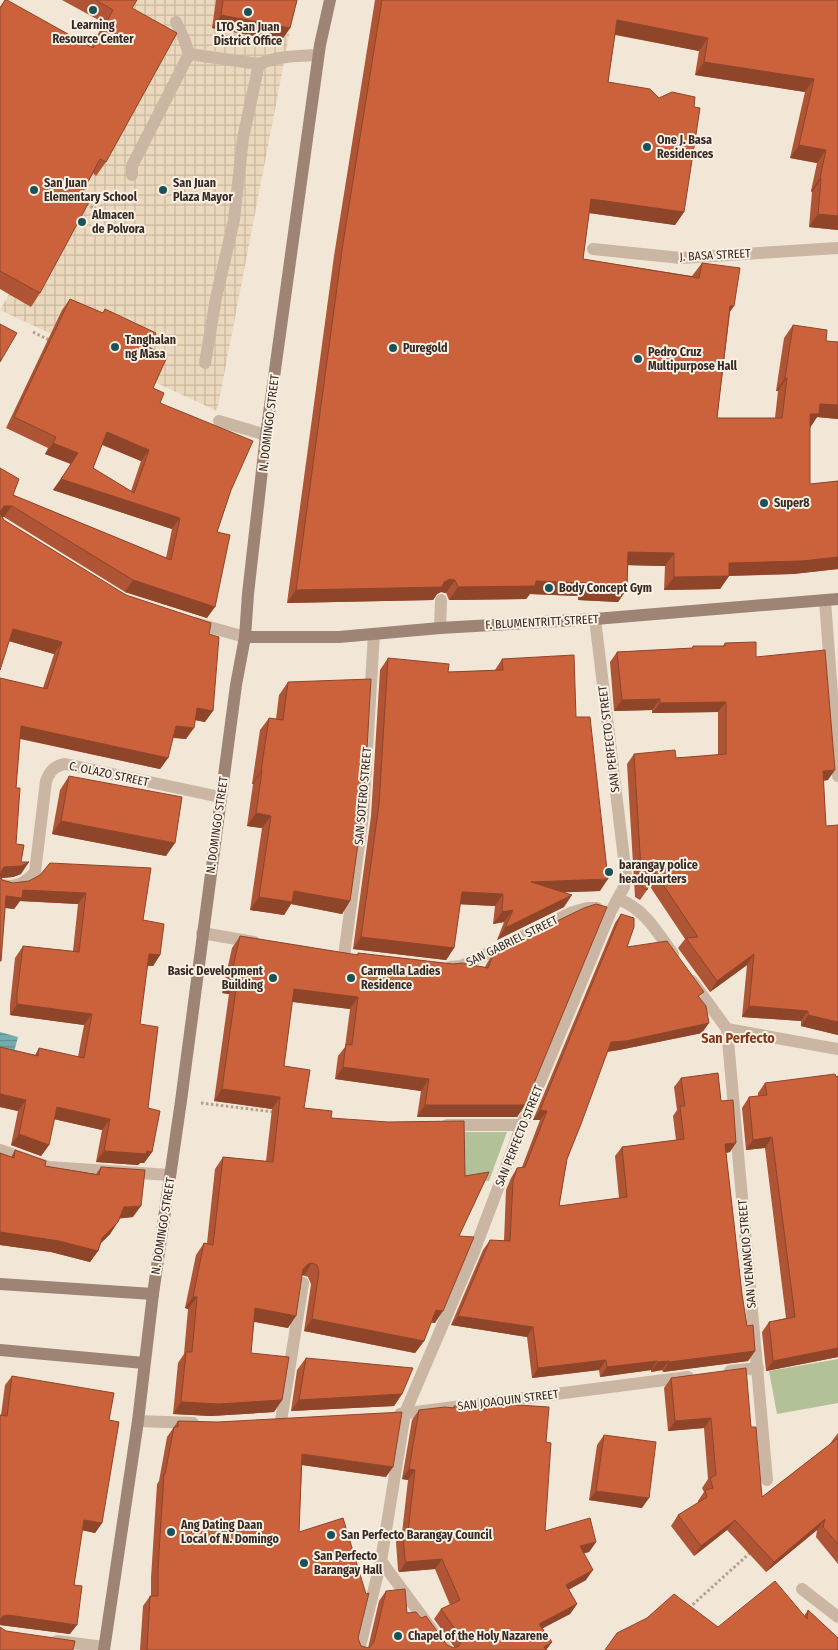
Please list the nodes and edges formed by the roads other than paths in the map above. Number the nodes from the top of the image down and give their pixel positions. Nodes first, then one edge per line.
1 (330, 0) edge
2 (176, 22) dead end
3 (189, 54) junction
4 (318, 55) junction
5 (259, 64) junction
6 (132, 175) dead end
7 (838, 248) edge
8 (593, 249) dead end
9 (205, 363) dead end
10 (219, 421) dead end
11 (266, 435) junction
12 (838, 599) edge
13 (441, 600) edge
14 (825, 600) junction
15 (595, 619) junction
16 (186, 620) edge
17 (440, 628) junction
18 (374, 634) junction
19 (245, 637) junction
20 (835, 699) edge
21 (838, 776) edge
22 (220, 797) junction
23 (0, 885) edge
24 (618, 899) junction
25 (612, 911) junction
26 (202, 933) junction
27 (268, 944) edge
28 (343, 956) edge
29 (436, 967) edge
30 (727, 1029) junction
31 (838, 1049) edge
32 (436, 1125) edge
33 (522, 1125) junction
34 (0, 1150) edge
35 (170, 1176) junction
36 (303, 1283) edge
37 (0, 1284) edge
38 (152, 1294) junction
39 (0, 1350) edge
40 (144, 1363) junction
41 (758, 1368) junction
42 (720, 1373) edge
43 (701, 1375) edge
44 (405, 1413) junction
45 (386, 1414) edge
46 (138, 1421) junction
47 (281, 1421) edge
48 (201, 1424) edge
49 (767, 1480) dead end
50 (381, 1561) junction
51 (802, 1589) dead end
52 (838, 1616) edge
53 (48, 1640) edge
54 (104, 1648) edge
55 (359, 1650) edge
56 (447, 1650) edge

1 - 4 main road, N. DOMINGO STREET
2 - 3 street
3 - 5 street
3 - 6 street
4 - 5 street
4 - 11 main road, N. DOMINGO STREET
5 - 9 street
7 - 8 street, J. BASA STREET
10 - 11 street
11 - 19 main road, N. DOMINGO STREET
12 - 14 main road, F. BLUMENTRITT STREET
13 - 17 street
14 - 15 main road, F. BLUMENTRITT STREET
14 - 20 street
15 - 17 main road, F. BLUMENTRITT STREET
15 - 24 street, SAN PERFECTO STREET
16 - 19 street
17 - 18 main road, F. BLUMENTRITT STREET
18 - 19 main road, F. BLUMENTRITT STREET
18 - 28 street, SAN SOTERO STREET
19 - 22 main road, N. DOMINGO STREET
20 - 21 street
22 - 23 street, C. OLAZO STREET
22 - 26 main road, N. DOMINGO STREET
24 - 25 street, SAN PERFECTO STREET
24 - 30 street
25 - 29 street, SAN GABRIEL STREET
25 - 33 street, SAN PERFECTO STREET
26 - 27 street
26 - 35 main road, N. DOMINGO STREET
30 - 31 street
30 - 41 street, SAN VENANCIO STREET
32 - 33 street
33 - 44 street, SAN PERFECTO STREET
34 - 35 street
35 - 38 main road, N. DOMINGO STREET
36 - 47 street
37 - 38 main road
38 - 40 main road, N. DOMINGO STREET
39 - 40 main road
40 - 46 main road, N. DOMINGO STREET
41 - 42 street
41 - 49 street, SAN VENANCIO STREET
43 - 44 street, SAN JOAQUIN STREET
44 - 45 street, SAN JOAQUIN STREET
44 - 50 street, SAN PERFECTO STREET
46 - 48 street
46 - 54 main road, N. DOMINGO STREET
50 - 55 street, SAN PERFECTO STREET
50 - 56 street
51 - 52 street
53 - 54 street

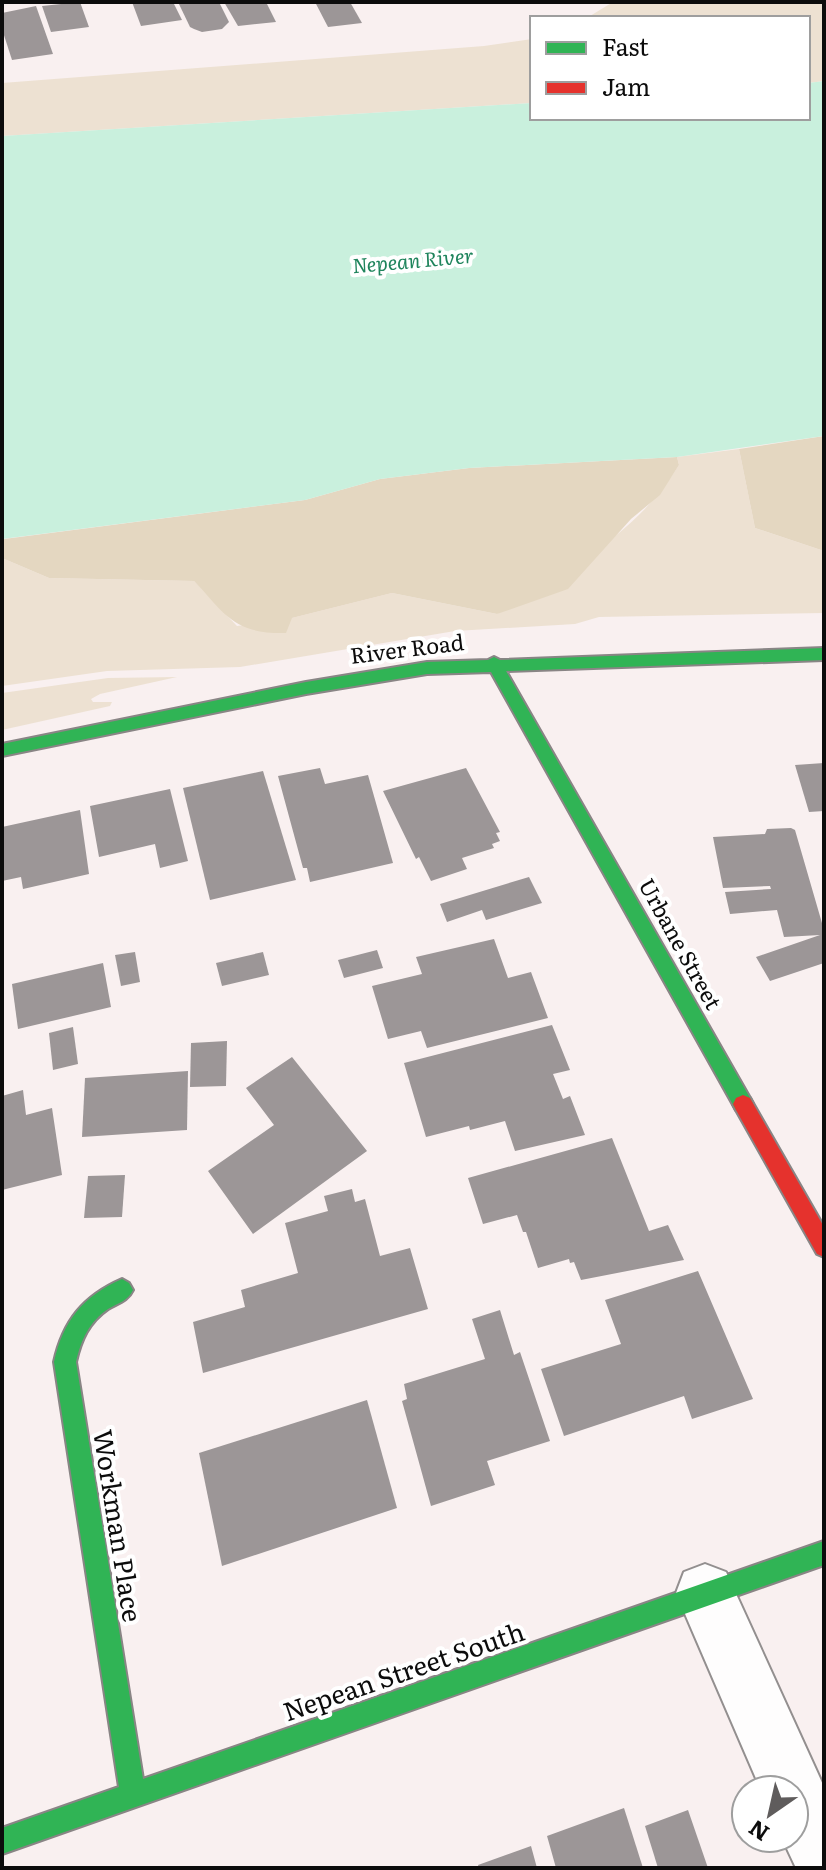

=======

▶ _What to produce_
Set down the complete material exactly, but do not include the images.

▶ _Task answer_
Please list the nodes and edges formed by the roads other than paths in the map above. Number the nodes from the top of the image down and give their pixel positions. Nodes first, then one edge per line.
1 (330, 0) edge
2 (176, 22) dead end
3 (189, 54) junction
4 (318, 55) junction
5 (259, 64) junction
6 (132, 175) dead end
7 (838, 248) edge
8 (593, 249) dead end
9 (205, 363) dead end
10 (219, 421) dead end
11 (266, 435) junction
12 (838, 599) edge
13 (441, 600) edge
14 (825, 600) junction
15 (595, 619) junction
16 (186, 620) edge
17 (440, 628) junction
18 (374, 634) junction
19 (245, 637) junction
20 (835, 699) edge
21 (838, 776) edge
22 (220, 797) junction
23 (0, 885) edge
24 (618, 899) junction
25 (612, 911) junction
26 (202, 933) junction
27 (268, 944) edge
28 (343, 956) edge
29 (436, 967) edge
30 (727, 1029) junction
31 (838, 1049) edge
32 (436, 1125) edge
33 (522, 1125) junction
34 (0, 1150) edge
35 (170, 1176) junction
36 (303, 1283) edge
37 (0, 1284) edge
38 (152, 1294) junction
39 (0, 1350) edge
40 (144, 1363) junction
41 (758, 1368) junction
42 (720, 1373) edge
43 (701, 1375) edge
44 (405, 1413) junction
45 (386, 1414) edge
46 (138, 1421) junction
47 (281, 1421) edge
48 (201, 1424) edge
49 (767, 1480) dead end
50 (381, 1561) junction
51 (802, 1589) dead end
52 (838, 1616) edge
53 (48, 1640) edge
54 (104, 1648) edge
55 (359, 1650) edge
56 (447, 1650) edge

1 - 4 main road, N. DOMINGO STREET
2 - 3 street
3 - 5 street
3 - 6 street
4 - 5 street
4 - 11 main road, N. DOMINGO STREET
5 - 9 street
7 - 8 street, J. BASA STREET
10 - 11 street
11 - 19 main road, N. DOMINGO STREET
12 - 14 main road, F. BLUMENTRITT STREET
13 - 17 street
14 - 15 main road, F. BLUMENTRITT STREET
14 - 20 street
15 - 17 main road, F. BLUMENTRITT STREET
15 - 24 street, SAN PERFECTO STREET
16 - 19 street
17 - 18 main road, F. BLUMENTRITT STREET
18 - 19 main road, F. BLUMENTRITT STREET
18 - 28 street, SAN SOTERO STREET
19 - 22 main road, N. DOMINGO STREET
20 - 21 street
22 - 23 street, C. OLAZO STREET
22 - 26 main road, N. DOMINGO STREET
24 - 25 street, SAN PERFECTO STREET
24 - 30 street
25 - 29 street, SAN GABRIEL STREET
25 - 33 street, SAN PERFECTO STREET
26 - 27 street
26 - 35 main road, N. DOMINGO STREET
30 - 31 street
30 - 41 street, SAN VENANCIO STREET
32 - 33 street
33 - 44 street, SAN PERFECTO STREET
34 - 35 street
35 - 38 main road, N. DOMINGO STREET
36 - 47 street
37 - 38 main road
38 - 40 main road, N. DOMINGO STREET
39 - 40 main road
40 - 46 main road, N. DOMINGO STREET
41 - 42 street
41 - 49 street, SAN VENANCIO STREET
43 - 44 street, SAN JOAQUIN STREET
44 - 45 street, SAN JOAQUIN STREET
44 - 50 street, SAN PERFECTO STREET
46 - 48 street
46 - 54 main road, N. DOMINGO STREET
50 - 55 street, SAN PERFECTO STREET
50 - 56 street
51 - 52 street
53 - 54 street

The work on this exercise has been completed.